Class EdgeNGramTokenFilter

  • All Implemented Interfaces:
    Closeable, AutoCloseable

    public final class EdgeNGramTokenFilter
    extends TokenFilter
    Tokenizes the given token into n-grams of given size(s).

    This TokenFilter create n-grams from the beginning edge of a input token.

    As of Lucene 4.4, this filter handles correctly supplementary characters.

    • Field Detail

      • DEFAULT_PRESERVE_ORIGINAL

        public static final boolean DEFAULT_PRESERVE_ORIGINAL
        See Also:
        Constant Field Values
    • Constructor Detail

      • EdgeNGramTokenFilter

        public EdgeNGramTokenFilter​(TokenStream input,
                                    int minGram,
                                    int maxGram,
                                    boolean preserveOriginal)
        Creates an EdgeNGramTokenFilter that, for a given input term, produces all edge n-grams with lengths >= minGram and <= maxGram.
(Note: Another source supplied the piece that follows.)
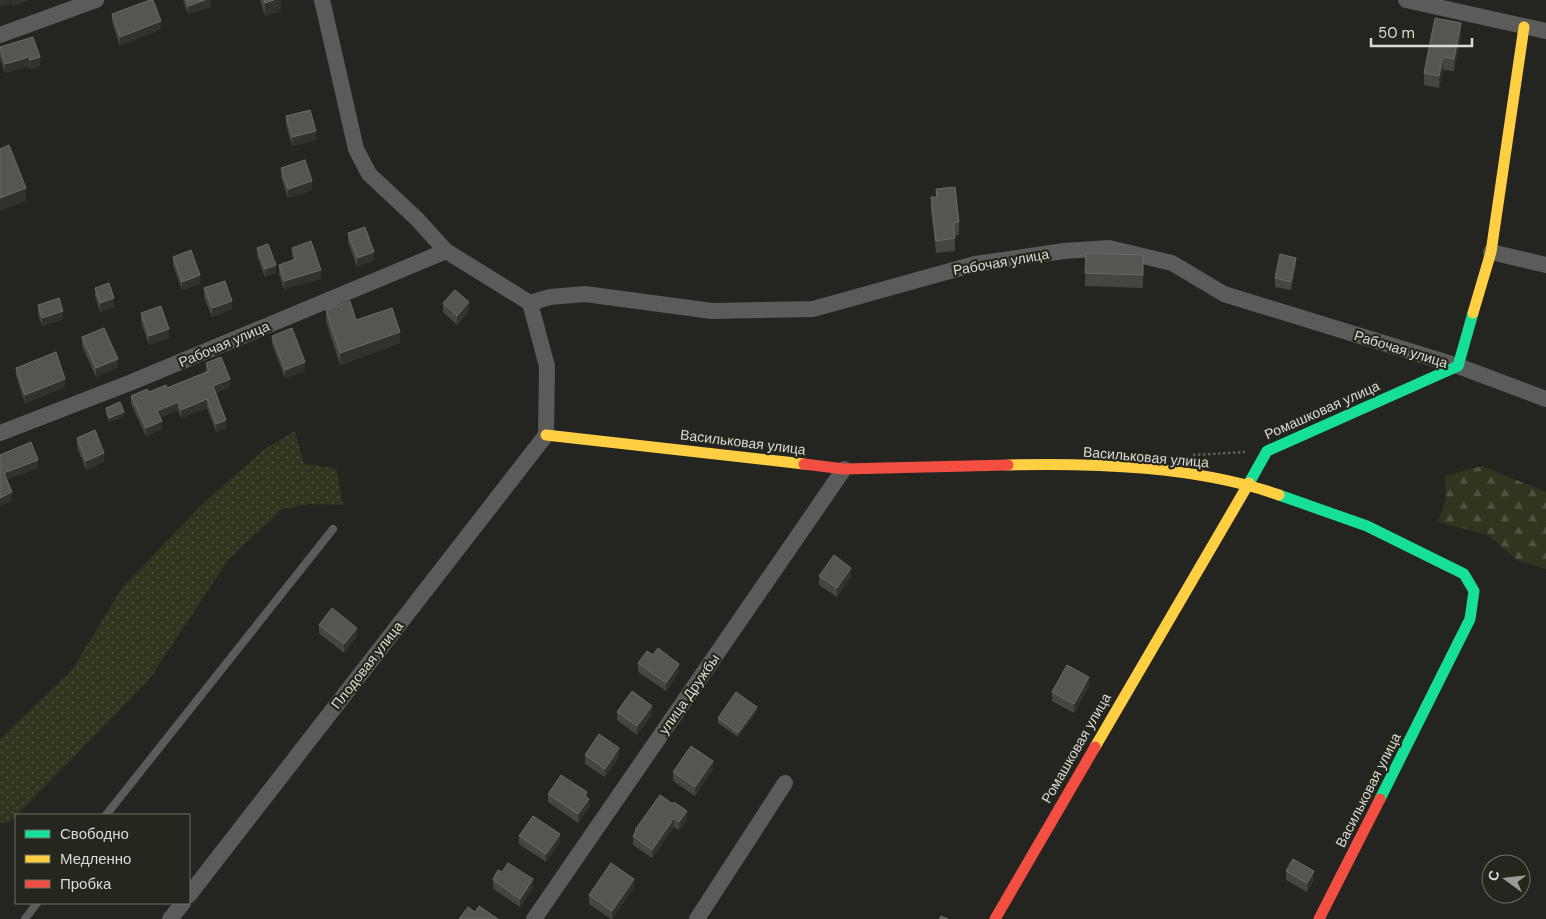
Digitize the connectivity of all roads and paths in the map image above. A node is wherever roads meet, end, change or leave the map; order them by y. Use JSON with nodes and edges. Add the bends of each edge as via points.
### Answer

Will optionally preserve the original term when its length is outside of the defined range.
        Parameters:
        input - TokenStream holding the input to be tokenized
        minGram - the minimum length of the generated n-grams
        maxGram - the maximum length of the generated n-grams
        preserveOriginal - Whether or not to keep the original term when it is outside the min/max size range.
      • EdgeNGramTokenFilter

        public EdgeNGramTokenFilter​(TokenStream input,
                                    int gramSize)
        Creates an EdgeNGramTokenFilter that produces edge n-grams of the given size.
        Parameters:
        input - TokenStream holding the input to be tokenized
        gramSize - the n-gram size to generate.